Exercise prompt
Scan the data for "Which" and copy each matching line.

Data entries
============================================================
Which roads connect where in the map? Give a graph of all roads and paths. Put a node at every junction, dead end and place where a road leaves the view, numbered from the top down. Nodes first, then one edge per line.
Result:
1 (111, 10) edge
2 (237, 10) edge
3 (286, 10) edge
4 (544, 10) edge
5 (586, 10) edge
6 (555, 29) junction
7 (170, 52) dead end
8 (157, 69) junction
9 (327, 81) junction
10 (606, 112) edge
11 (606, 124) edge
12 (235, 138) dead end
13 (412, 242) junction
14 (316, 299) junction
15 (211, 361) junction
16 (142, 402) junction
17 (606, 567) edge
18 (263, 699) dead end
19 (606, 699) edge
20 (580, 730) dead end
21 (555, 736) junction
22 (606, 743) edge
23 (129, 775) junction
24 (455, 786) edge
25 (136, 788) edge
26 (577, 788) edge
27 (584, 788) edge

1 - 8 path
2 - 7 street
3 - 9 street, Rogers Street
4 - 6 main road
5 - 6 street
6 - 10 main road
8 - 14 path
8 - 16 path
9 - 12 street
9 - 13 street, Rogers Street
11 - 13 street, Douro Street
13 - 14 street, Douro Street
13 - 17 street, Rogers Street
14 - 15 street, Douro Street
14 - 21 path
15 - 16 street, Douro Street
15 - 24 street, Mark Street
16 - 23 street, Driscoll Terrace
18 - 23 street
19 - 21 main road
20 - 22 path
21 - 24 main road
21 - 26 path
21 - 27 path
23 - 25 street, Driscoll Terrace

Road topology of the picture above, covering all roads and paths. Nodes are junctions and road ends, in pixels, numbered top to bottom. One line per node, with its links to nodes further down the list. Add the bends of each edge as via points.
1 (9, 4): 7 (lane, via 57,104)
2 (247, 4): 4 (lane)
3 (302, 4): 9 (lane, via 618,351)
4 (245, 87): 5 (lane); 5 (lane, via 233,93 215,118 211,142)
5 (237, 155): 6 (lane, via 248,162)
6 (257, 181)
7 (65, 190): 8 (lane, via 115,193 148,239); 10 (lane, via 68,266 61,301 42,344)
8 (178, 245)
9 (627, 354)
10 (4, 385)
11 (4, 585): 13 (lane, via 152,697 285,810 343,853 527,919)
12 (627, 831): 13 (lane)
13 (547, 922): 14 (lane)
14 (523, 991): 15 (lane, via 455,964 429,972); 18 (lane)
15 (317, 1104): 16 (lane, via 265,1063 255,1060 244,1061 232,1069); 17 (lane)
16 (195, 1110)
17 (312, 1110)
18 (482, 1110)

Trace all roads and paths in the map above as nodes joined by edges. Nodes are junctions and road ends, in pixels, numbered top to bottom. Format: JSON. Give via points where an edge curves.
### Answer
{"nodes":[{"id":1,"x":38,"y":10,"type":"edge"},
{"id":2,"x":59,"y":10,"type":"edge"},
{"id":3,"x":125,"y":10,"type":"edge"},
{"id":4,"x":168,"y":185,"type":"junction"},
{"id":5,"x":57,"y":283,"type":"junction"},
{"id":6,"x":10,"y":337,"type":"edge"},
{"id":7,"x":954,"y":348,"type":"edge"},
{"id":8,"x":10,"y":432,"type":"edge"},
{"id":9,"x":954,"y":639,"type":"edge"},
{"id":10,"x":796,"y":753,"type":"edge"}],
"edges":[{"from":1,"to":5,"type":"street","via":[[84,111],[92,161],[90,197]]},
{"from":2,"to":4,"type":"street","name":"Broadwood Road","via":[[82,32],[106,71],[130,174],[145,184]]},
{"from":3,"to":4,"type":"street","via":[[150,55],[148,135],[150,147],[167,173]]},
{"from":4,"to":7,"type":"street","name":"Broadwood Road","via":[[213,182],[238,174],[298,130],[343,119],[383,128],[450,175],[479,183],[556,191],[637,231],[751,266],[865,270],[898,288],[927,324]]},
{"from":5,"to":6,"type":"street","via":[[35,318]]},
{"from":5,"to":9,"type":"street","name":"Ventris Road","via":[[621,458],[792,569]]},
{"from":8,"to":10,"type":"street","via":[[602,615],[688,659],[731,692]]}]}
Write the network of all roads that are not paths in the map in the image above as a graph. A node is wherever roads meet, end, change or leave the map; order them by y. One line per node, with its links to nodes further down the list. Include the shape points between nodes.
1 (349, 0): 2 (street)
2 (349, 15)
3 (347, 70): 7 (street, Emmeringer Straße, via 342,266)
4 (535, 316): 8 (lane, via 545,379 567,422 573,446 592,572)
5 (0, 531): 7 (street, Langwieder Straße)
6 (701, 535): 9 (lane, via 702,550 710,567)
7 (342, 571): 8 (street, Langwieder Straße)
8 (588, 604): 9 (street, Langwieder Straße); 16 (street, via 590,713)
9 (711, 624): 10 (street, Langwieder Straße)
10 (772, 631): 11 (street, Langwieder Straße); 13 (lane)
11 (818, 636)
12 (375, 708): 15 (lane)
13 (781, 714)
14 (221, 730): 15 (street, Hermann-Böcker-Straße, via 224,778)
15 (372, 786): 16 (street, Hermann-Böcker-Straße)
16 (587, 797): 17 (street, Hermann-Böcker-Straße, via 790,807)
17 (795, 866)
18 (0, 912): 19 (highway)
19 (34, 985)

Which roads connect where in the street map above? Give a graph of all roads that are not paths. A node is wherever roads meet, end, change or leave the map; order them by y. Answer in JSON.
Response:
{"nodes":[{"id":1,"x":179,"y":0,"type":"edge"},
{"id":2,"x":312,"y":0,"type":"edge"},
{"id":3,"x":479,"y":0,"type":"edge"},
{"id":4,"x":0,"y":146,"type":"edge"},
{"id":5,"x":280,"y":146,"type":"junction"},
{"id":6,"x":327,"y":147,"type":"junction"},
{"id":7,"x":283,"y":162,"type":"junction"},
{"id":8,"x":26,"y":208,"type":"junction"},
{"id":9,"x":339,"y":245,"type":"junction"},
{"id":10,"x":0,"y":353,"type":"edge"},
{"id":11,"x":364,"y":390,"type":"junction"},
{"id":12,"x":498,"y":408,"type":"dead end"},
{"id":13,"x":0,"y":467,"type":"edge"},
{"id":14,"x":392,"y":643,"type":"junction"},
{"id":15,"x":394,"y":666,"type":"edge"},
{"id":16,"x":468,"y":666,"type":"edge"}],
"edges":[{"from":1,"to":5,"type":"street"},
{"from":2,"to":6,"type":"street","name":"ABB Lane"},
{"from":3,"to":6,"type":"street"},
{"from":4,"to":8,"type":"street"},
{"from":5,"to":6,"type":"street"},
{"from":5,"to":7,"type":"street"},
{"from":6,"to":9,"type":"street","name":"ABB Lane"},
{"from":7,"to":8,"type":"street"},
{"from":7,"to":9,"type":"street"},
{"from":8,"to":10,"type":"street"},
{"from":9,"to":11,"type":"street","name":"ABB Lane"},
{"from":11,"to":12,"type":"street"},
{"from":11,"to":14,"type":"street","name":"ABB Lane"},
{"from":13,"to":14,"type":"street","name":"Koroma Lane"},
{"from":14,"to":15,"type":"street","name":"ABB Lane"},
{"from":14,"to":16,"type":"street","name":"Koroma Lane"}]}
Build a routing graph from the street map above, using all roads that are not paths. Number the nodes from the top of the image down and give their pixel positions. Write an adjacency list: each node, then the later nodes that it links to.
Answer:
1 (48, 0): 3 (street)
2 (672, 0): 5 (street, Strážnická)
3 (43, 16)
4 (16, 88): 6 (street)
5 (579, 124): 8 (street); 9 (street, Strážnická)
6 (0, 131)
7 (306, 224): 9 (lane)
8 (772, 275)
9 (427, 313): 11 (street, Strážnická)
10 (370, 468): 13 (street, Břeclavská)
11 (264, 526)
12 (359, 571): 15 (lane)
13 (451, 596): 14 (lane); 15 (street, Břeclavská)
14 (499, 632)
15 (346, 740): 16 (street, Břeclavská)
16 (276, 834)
============================================================
Expected answer
Which roads connect where in the map? Give a graph of all roads and paths. Put a node at every junction, dead end and place where a road leaves the view, numbered from the top down. Nodes first, then one edge per line.
Which roads connect where in the street map above? Give a graph of all roads that are not paths. A node is wherever roads meet, end, change or leave the map; order them by y. Answer in JSON.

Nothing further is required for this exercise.